++++ Input material

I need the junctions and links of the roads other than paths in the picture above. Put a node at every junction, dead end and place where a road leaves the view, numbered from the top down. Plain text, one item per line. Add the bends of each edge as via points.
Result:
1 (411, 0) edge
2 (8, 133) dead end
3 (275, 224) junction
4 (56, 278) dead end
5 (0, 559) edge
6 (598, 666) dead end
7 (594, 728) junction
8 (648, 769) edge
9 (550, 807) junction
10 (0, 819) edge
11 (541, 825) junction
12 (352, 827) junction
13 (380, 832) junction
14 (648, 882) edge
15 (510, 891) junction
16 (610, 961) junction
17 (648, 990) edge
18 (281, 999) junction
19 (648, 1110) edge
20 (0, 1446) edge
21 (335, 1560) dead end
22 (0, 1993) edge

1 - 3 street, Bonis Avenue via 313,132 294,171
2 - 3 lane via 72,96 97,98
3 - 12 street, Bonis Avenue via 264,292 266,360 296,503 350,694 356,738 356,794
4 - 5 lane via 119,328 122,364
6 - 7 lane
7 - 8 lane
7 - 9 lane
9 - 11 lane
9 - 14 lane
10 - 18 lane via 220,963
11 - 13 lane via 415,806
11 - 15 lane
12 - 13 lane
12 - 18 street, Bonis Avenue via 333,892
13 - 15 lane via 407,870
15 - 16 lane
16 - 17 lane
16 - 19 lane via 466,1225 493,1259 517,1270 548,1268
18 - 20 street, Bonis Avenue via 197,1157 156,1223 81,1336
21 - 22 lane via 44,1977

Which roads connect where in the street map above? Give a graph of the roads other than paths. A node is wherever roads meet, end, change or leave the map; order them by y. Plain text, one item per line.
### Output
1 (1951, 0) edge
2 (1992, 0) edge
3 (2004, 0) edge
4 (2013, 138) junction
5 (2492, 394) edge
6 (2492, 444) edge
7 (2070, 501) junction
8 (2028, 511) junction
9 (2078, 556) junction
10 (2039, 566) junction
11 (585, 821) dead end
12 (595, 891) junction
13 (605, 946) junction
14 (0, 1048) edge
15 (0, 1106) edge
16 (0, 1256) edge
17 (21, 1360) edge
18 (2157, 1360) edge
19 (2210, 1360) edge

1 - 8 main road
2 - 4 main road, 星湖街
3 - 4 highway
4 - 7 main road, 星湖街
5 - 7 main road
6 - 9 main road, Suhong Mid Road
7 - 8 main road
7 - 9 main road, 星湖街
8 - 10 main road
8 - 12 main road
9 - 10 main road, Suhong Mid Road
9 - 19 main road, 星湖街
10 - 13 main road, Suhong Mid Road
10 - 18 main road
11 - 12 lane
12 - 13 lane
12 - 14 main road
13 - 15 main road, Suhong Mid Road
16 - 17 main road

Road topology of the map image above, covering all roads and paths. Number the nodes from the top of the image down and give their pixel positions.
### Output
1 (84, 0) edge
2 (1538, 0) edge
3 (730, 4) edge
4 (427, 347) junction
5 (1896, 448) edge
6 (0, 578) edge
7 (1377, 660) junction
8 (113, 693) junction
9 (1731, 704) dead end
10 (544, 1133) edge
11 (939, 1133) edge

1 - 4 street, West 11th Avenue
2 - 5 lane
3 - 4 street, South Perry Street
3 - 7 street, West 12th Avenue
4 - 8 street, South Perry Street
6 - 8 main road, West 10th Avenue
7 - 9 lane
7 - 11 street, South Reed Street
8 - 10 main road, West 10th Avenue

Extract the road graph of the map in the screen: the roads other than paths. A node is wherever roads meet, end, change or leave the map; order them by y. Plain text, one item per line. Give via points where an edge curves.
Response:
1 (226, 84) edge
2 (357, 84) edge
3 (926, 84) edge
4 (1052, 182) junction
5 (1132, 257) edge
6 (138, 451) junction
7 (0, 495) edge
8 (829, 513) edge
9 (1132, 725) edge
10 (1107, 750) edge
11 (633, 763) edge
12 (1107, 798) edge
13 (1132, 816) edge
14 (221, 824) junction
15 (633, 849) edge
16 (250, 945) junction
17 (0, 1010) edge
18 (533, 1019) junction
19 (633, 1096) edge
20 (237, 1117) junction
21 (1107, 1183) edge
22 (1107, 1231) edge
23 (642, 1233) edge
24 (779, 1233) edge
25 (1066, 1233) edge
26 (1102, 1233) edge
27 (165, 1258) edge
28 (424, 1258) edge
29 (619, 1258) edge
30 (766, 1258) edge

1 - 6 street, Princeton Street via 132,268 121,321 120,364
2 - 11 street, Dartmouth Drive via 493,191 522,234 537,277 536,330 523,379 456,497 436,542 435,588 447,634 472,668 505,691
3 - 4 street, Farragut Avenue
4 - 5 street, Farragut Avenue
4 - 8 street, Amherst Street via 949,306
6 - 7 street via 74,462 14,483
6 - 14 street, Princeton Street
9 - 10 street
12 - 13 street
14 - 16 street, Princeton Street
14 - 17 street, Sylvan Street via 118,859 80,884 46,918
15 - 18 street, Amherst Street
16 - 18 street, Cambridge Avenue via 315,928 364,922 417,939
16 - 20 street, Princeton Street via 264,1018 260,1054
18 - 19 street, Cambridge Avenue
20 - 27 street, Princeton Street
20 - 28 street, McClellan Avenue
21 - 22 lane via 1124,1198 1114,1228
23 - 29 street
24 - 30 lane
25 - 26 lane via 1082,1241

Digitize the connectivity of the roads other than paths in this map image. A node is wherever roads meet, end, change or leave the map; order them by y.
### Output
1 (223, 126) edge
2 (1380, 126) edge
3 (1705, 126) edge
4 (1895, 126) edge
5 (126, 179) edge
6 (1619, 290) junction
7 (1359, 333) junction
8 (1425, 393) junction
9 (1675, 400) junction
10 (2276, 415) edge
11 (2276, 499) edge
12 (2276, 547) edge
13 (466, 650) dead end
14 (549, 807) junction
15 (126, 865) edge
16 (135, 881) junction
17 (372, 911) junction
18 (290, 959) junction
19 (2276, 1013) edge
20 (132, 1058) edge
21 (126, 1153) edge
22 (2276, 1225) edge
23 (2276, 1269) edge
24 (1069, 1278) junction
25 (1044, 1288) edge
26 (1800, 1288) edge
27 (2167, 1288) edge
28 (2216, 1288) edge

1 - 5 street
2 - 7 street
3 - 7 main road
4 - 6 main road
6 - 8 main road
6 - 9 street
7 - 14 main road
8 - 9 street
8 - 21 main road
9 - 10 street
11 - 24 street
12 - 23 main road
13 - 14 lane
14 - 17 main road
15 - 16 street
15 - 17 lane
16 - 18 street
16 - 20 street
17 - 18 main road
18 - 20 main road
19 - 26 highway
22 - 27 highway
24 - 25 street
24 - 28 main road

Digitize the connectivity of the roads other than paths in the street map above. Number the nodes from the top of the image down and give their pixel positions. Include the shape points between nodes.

++++++++

**What you need to do:**
Nothing beyond the line that contains "Which roads connect" belongs in the answer; reproduce the entries exactly from their first line through it.

**Written answer:**
I need the junctions and links of the roads other than paths in the picture above. Put a node at every junction, dead end and place where a road leaves the view, numbered from the top down. Plain text, one item per line. Add the bends of each edge as via points.
Result:
1 (411, 0) edge
2 (8, 133) dead end
3 (275, 224) junction
4 (56, 278) dead end
5 (0, 559) edge
6 (598, 666) dead end
7 (594, 728) junction
8 (648, 769) edge
9 (550, 807) junction
10 (0, 819) edge
11 (541, 825) junction
12 (352, 827) junction
13 (380, 832) junction
14 (648, 882) edge
15 (510, 891) junction
16 (610, 961) junction
17 (648, 990) edge
18 (281, 999) junction
19 (648, 1110) edge
20 (0, 1446) edge
21 (335, 1560) dead end
22 (0, 1993) edge

1 - 3 street, Bonis Avenue via 313,132 294,171
2 - 3 lane via 72,96 97,98
3 - 12 street, Bonis Avenue via 264,292 266,360 296,503 350,694 356,738 356,794
4 - 5 lane via 119,328 122,364
6 - 7 lane
7 - 8 lane
7 - 9 lane
9 - 11 lane
9 - 14 lane
10 - 18 lane via 220,963
11 - 13 lane via 415,806
11 - 15 lane
12 - 13 lane
12 - 18 street, Bonis Avenue via 333,892
13 - 15 lane via 407,870
15 - 16 lane
16 - 17 lane
16 - 19 lane via 466,1225 493,1259 517,1270 548,1268
18 - 20 street, Bonis Avenue via 197,1157 156,1223 81,1336
21 - 22 lane via 44,1977

Which roads connect where in the street map above? Give a graph of the roads other than paths. A node is wherever roads meet, end, change or leave the map; order them by y. Plain text, one item per line.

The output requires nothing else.